Structured pose outputs:
|---|

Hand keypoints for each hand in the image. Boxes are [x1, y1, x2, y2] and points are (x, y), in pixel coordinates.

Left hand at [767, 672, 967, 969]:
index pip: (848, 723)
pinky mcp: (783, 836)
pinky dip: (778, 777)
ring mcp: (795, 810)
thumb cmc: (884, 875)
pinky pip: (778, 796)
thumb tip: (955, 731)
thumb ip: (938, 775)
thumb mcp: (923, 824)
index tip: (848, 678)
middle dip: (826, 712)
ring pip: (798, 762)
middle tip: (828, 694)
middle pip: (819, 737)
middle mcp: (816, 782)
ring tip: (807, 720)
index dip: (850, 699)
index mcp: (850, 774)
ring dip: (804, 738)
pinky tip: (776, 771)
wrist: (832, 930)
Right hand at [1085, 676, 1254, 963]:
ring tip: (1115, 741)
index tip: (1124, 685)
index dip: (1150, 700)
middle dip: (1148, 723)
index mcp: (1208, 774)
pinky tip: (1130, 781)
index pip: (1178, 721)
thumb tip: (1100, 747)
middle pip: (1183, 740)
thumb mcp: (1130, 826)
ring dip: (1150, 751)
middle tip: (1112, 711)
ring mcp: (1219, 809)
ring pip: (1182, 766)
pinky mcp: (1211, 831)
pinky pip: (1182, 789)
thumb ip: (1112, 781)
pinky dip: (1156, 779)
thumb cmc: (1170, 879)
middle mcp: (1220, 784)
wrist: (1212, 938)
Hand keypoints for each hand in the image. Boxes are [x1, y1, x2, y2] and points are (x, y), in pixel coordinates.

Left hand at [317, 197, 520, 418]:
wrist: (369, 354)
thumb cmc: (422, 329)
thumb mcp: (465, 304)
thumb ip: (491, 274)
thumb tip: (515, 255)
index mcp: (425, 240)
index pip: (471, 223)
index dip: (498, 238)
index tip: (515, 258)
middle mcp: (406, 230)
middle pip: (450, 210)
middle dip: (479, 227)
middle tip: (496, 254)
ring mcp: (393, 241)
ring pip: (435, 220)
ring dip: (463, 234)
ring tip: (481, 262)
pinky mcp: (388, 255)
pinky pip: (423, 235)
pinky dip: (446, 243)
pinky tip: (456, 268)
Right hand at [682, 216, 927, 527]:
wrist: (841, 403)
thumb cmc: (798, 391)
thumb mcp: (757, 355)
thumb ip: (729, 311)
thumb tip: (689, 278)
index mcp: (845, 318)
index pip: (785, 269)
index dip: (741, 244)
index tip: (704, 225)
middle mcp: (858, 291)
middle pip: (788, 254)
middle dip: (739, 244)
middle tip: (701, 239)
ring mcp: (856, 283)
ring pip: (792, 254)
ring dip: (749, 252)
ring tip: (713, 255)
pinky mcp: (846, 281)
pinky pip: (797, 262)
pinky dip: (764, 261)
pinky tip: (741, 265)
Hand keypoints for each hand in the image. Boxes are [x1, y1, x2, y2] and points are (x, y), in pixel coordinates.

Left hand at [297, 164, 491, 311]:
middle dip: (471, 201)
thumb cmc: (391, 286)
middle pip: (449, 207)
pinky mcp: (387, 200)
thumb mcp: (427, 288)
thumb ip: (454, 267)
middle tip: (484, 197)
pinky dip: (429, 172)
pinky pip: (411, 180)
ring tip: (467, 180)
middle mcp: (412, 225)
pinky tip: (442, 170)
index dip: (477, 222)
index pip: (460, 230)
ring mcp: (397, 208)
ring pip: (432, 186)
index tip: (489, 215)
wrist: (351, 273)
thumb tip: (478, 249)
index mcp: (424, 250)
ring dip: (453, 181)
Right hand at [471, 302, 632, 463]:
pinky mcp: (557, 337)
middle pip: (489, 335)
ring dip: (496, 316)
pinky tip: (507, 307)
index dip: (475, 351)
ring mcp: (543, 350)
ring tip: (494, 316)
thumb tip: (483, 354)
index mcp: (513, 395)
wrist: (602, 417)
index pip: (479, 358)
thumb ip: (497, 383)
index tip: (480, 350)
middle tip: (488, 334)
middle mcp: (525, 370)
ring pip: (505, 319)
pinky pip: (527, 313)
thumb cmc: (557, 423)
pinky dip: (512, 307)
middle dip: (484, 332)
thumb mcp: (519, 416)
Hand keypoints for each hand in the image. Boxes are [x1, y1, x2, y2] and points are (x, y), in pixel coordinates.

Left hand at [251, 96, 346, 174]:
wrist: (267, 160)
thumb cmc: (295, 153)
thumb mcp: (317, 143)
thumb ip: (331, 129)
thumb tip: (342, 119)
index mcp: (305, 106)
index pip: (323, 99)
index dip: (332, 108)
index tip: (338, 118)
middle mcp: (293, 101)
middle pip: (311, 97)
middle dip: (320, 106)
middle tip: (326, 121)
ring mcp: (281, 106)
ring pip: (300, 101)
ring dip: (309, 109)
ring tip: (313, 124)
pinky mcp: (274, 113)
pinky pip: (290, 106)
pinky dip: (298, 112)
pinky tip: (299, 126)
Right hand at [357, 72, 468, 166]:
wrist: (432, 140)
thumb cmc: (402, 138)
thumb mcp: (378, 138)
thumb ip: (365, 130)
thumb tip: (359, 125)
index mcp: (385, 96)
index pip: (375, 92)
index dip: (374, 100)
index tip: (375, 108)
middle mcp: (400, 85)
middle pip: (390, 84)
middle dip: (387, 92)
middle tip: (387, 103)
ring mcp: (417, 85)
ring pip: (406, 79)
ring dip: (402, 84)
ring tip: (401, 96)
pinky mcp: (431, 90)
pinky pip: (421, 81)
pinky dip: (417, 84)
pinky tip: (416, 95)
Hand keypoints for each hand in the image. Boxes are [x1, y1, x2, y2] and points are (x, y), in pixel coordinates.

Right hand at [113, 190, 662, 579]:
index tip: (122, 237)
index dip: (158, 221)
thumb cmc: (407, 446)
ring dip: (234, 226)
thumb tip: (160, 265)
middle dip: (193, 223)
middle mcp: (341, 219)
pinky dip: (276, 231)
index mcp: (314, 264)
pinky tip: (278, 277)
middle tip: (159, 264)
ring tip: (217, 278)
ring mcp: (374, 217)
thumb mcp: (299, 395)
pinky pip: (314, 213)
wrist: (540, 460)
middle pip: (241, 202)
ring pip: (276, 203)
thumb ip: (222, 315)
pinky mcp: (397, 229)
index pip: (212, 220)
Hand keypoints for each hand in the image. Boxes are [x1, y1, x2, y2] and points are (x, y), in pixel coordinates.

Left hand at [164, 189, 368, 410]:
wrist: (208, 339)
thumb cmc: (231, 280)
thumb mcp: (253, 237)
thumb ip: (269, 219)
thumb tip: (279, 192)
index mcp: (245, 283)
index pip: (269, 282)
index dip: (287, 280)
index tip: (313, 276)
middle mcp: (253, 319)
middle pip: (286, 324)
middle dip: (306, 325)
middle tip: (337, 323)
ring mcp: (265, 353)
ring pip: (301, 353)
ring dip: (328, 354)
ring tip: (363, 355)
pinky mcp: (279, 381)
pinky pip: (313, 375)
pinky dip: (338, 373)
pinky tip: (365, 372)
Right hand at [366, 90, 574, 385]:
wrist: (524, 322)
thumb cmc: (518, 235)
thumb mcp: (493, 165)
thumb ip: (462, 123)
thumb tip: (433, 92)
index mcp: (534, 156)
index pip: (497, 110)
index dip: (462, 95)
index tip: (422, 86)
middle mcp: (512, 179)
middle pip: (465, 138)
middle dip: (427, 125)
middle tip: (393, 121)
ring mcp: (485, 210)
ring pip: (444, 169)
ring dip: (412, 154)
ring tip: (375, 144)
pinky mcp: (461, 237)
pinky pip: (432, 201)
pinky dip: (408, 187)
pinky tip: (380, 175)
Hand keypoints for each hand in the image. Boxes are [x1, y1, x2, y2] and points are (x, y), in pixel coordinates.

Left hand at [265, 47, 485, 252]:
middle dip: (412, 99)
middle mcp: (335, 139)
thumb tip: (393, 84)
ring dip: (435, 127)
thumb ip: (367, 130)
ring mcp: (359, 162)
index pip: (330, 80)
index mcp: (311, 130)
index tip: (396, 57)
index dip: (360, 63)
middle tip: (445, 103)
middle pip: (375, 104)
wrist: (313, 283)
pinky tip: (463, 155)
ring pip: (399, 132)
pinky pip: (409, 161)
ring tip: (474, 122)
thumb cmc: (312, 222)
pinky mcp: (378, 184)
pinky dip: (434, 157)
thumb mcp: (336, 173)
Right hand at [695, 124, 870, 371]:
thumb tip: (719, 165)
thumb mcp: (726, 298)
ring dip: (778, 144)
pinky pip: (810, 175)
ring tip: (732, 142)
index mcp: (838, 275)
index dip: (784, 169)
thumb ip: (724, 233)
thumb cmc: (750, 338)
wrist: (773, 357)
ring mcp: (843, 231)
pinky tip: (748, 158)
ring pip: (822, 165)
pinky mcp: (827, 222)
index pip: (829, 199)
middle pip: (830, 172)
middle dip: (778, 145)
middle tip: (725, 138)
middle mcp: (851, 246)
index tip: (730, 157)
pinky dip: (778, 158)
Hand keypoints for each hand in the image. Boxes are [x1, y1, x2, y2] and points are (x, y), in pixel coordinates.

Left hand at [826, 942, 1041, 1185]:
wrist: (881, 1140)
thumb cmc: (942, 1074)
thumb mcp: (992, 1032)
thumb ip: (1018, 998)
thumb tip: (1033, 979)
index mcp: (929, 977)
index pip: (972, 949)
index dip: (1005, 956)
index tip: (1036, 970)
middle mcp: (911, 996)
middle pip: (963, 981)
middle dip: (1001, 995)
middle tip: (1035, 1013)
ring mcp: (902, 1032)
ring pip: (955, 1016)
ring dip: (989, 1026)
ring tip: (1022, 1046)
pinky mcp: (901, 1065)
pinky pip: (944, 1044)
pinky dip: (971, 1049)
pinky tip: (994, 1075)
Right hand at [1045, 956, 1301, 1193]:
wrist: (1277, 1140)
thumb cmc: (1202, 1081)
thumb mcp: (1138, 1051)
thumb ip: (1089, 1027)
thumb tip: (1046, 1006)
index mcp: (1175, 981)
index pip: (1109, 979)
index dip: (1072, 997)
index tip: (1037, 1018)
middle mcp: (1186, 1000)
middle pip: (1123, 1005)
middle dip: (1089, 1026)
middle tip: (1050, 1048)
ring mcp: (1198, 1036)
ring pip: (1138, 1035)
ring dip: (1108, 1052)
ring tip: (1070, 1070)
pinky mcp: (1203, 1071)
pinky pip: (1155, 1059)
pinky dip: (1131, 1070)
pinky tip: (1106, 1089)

|---|

**WORK TASK:** Take the entries above and copy them exactly from the first line through the line with "pinky pip: (778, 796)"; leave out every line after it.

**WRITTEN RESPONSE:**
Hand keypoints for each hand in the image. Boxes are [x1, y1, x2, y2] and points are (x, y), in pixel coordinates.

Left hand at [767, 672, 967, 969]:
index pip: (848, 723)
pinky mcp: (783, 836)
pinky dip: (778, 777)
ring mcp: (795, 810)
thumb cmc: (884, 875)
pinky pip: (778, 796)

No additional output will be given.